UI Carver College of Medicine graduates learn where they're going for residency
Monday, March 23, 2015

Miriam Murray grew up in Iowa City and went to the University of Iowa for both undergraduate school and medical school. Iowa, she says, is in her heart. She’d like to eventually make her career in the state that gave her roots.

With scores of places to choose from across the country, Miriam did name University of Iowa Hospitals and Clinics among her choices for her four-year residency. But she also named places in a few other states, places that would allow her the opportunity to get out and “experience something new,” in a different state with different traditions and different landmarks.

Among this year's graduates, 50 will remain in Iowa for their first year of postgraduate training, and 33 of these 50 students will train next year at UI Hospitals and Clinics.

Her top choice, she said, was the Medical College of Wisconsin in Milwaukee—her husband has family there, and it’s close enough to come home when she wants. Although she learned early in the week that she did match somewhere, her location—as well as those of thousands of medical school graduates around the world – was kept secret until Friday.

Friday, March 20, was Match Day—the day when more medical school graduates around the world learned where they would be doing their residencies. The students created a field of hospitals and centers where they’d like to work, interviewed at many of them, and then ranked them according to their preference, according to the National Residency Matching Program (NRMP).

Directors of residency programs at institutions around the globe created a similar list—theirs ranking the candidates according to the program’s preference. The lists of both the candidates and the programs are entered into a computer, and an algorithm creates a “match,” putting candidates with programs.

There are UI-trained physicians in 88 Iowa counties.

Half of all the practicing physicians in Iowa received some or all of their medical training at the University of Iowa.

Though students learned the Monday before Match Day whether they’d matched at all—those who didn’t match were given the week to scramble to find a program—the envelopes containing the student’s name and their matched program weren’t handed out until 11 a.m. central time on Friday. Medical school around the world distributed their matches at the same time.

Murray didn’t have to wait long for her name to be pulled from the rolling tumbler of envelopes. She carried her envelope back to her family and opened it. The squeal and jump as she unfolded the paper inside said it all: She got her top pick.

“I’m so excited, this is exactly what I wanted,” she says. “It’s going to be really fun, for some reason, because my husband has family there, so he’ll get to see them more often.”

“I was really hoping this is where I’d go, but you never know,” she says.

About Match Day at UI’s Carver College of Medicine:

Among this year's graduating class of 154 students, 49 percent (76 students) chose primary care specialties, which include family medicine, internal medicine, obstetrics and gynecology, and pediatrics.
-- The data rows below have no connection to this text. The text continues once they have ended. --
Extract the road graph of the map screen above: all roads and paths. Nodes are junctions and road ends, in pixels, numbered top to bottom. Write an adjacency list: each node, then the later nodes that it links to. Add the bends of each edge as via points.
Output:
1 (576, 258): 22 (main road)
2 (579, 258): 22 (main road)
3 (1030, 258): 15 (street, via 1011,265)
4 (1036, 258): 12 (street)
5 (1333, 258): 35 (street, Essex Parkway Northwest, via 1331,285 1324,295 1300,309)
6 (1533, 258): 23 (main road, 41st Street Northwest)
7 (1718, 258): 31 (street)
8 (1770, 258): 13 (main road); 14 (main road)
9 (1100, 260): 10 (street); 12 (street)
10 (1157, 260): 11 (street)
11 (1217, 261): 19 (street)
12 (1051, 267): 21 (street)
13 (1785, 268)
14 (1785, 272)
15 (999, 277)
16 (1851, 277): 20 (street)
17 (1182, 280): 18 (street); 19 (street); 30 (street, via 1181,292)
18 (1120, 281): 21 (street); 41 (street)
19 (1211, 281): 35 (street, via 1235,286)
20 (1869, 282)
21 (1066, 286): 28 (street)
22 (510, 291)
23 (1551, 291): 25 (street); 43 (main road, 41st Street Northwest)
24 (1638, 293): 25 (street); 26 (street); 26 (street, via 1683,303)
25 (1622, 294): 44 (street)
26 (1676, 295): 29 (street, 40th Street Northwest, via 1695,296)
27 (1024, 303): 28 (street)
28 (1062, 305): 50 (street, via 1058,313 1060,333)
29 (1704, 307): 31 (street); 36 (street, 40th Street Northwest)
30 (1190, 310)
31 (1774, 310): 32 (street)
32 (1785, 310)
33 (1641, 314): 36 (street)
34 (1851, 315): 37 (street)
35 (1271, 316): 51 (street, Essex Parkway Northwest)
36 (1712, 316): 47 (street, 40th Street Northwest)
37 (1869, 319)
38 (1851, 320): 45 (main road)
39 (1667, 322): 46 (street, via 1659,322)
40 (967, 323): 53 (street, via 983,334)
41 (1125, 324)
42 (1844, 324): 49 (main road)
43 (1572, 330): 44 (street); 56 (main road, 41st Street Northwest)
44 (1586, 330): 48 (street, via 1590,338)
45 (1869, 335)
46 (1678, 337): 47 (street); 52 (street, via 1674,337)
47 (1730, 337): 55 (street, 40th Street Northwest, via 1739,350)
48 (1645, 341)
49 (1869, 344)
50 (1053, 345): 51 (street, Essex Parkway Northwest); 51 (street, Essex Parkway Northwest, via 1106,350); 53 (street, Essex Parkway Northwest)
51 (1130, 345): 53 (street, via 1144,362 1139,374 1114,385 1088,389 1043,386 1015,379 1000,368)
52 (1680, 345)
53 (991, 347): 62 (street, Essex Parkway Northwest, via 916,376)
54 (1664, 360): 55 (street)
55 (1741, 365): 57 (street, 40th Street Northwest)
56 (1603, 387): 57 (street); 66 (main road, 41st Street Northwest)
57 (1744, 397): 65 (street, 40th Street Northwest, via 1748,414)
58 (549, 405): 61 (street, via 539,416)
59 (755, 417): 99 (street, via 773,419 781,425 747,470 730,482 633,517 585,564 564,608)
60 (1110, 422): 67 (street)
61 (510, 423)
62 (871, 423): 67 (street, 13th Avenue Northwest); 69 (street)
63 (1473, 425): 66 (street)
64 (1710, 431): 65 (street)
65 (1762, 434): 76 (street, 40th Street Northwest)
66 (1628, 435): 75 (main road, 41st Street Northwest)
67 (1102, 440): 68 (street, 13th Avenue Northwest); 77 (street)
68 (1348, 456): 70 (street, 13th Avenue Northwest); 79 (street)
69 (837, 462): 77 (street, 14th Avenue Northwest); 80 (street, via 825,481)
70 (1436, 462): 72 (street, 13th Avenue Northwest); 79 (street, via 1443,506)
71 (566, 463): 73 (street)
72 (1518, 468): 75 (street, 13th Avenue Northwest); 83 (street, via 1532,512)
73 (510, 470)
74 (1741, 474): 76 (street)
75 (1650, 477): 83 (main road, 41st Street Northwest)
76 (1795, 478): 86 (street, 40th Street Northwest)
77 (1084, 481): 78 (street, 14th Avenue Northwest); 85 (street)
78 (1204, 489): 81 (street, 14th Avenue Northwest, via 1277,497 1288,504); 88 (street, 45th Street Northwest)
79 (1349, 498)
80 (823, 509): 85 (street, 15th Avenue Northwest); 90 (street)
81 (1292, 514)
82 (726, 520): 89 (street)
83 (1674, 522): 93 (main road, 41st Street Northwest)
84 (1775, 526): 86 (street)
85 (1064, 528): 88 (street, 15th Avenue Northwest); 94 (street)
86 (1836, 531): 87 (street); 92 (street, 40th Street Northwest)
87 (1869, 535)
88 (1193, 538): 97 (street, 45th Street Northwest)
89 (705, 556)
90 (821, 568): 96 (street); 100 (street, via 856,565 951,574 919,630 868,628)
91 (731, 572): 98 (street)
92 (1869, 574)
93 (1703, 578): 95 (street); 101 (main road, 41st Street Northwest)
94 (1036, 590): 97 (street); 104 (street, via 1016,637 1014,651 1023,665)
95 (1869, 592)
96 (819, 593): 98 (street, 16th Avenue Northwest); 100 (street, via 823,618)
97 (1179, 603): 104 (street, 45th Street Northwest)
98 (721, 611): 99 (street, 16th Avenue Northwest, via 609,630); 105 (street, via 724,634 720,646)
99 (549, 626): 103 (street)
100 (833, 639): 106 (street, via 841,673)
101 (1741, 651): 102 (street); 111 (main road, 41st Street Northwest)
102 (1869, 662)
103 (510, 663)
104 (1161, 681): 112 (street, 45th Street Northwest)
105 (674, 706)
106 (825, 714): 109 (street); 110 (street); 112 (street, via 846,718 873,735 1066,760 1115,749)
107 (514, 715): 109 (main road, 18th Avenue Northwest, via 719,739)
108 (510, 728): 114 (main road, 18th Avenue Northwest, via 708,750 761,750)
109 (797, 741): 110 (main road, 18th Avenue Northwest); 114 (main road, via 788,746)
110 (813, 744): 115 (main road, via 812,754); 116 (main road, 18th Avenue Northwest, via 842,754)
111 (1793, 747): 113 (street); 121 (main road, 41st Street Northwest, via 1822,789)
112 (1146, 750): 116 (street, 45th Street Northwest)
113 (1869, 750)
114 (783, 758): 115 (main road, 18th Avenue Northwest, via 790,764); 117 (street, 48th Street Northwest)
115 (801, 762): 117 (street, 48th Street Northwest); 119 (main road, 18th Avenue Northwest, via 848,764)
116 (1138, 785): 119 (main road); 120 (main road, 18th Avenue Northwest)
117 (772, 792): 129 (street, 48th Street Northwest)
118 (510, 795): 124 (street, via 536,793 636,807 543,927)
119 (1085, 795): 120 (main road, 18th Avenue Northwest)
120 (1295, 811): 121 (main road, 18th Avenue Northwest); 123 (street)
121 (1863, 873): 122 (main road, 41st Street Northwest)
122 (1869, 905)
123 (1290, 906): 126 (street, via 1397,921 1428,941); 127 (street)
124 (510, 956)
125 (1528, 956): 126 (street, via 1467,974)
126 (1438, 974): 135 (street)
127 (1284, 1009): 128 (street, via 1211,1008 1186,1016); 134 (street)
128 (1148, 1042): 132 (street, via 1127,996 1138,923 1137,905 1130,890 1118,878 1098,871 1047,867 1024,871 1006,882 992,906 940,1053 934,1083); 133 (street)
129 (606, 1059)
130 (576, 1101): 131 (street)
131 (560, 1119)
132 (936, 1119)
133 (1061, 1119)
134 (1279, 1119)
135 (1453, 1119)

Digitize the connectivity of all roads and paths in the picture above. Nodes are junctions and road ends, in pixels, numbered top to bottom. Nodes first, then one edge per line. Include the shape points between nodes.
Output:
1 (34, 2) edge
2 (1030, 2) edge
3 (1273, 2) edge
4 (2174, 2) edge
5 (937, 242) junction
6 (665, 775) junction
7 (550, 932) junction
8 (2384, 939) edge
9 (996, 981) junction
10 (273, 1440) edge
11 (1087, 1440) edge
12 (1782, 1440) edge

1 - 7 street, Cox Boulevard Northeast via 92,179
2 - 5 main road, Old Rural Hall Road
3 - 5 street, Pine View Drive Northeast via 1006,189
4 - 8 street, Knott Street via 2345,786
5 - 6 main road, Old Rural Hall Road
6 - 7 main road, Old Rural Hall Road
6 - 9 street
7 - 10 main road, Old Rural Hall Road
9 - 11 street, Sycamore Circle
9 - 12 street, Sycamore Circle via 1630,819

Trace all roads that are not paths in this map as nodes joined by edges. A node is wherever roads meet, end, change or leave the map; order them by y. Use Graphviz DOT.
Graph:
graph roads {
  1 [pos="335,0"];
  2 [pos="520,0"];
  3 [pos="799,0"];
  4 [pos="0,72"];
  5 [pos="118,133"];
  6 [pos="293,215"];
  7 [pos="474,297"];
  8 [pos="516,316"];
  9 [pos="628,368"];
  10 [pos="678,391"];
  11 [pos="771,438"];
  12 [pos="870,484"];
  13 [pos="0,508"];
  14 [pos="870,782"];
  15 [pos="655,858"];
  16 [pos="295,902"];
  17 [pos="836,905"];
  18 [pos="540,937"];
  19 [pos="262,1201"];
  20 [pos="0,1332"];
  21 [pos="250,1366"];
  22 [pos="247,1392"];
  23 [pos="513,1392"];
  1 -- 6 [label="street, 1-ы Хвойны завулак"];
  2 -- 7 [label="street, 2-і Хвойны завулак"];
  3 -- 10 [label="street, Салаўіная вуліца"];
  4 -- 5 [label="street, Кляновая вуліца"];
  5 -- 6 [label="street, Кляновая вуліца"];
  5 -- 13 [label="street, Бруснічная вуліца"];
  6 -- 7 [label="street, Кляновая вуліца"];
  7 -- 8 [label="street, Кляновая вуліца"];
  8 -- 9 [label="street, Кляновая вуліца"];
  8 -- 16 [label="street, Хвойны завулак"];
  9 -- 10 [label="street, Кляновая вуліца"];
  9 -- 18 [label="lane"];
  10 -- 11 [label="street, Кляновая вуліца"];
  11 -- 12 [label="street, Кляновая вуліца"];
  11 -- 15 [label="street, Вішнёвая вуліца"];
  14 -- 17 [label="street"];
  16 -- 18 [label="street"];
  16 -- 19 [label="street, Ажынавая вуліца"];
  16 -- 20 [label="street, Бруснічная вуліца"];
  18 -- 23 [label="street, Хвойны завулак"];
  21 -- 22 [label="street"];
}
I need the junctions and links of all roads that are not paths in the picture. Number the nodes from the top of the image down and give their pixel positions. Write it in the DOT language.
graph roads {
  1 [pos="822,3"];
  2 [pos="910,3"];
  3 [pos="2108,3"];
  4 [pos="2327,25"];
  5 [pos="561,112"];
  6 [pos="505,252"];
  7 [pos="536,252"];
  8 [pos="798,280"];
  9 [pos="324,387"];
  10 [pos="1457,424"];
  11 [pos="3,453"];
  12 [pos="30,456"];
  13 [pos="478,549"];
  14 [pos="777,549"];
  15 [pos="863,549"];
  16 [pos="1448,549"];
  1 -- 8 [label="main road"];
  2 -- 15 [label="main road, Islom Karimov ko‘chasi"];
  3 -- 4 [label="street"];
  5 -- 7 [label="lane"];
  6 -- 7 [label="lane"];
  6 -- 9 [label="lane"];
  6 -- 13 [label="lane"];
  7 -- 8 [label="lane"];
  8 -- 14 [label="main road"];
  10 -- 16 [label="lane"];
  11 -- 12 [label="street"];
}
There were 20 matches in family medicine programs, 26 in internal medicine, 9 in obstetrics and gynecology, and 21 in pediatrics.

Among this year's graduates, 50 will remain in Iowa for their first year of postgraduate training, and 33 of these 50 students will train next year at UI Hospitals and Clinics.

Geographically, the most popular state after Iowa for first-year training was Wisconsin, with 12 graduating students beginning their residencies there. California will receive 11 UI graduates, and Illinois will receive 6.

This year's match results, including individual results by name, state, and specialty, are available at this website:

The National Residency Matching Program (NRMP) helps place graduating medical students in such programs. Most of the students who will earn medical degrees at the UI this year (152 of the 154 students) participated in the NRMP. Two students secured their residency through the armed forces.

In the past, students who didn’t match on the Monday of Match Week were given an opportunity to find a match outside their list of preferences, but that no longer happens, according to Damien Ihrig, registrar for the Carver College of Medicine.

“The NRMP and the AAMC Electronic Residency Application Service jointly provide the Supplemental Offer and Acceptance Program during Match Week for students who partially matched or who didn’t match at all,” he says.

Ihrig said the number of graduates pursuing careers in primary care is up this year from last year, when 40 percent went into primary care.

“We’re always happy to see more of our students choosing primary care,” he adds.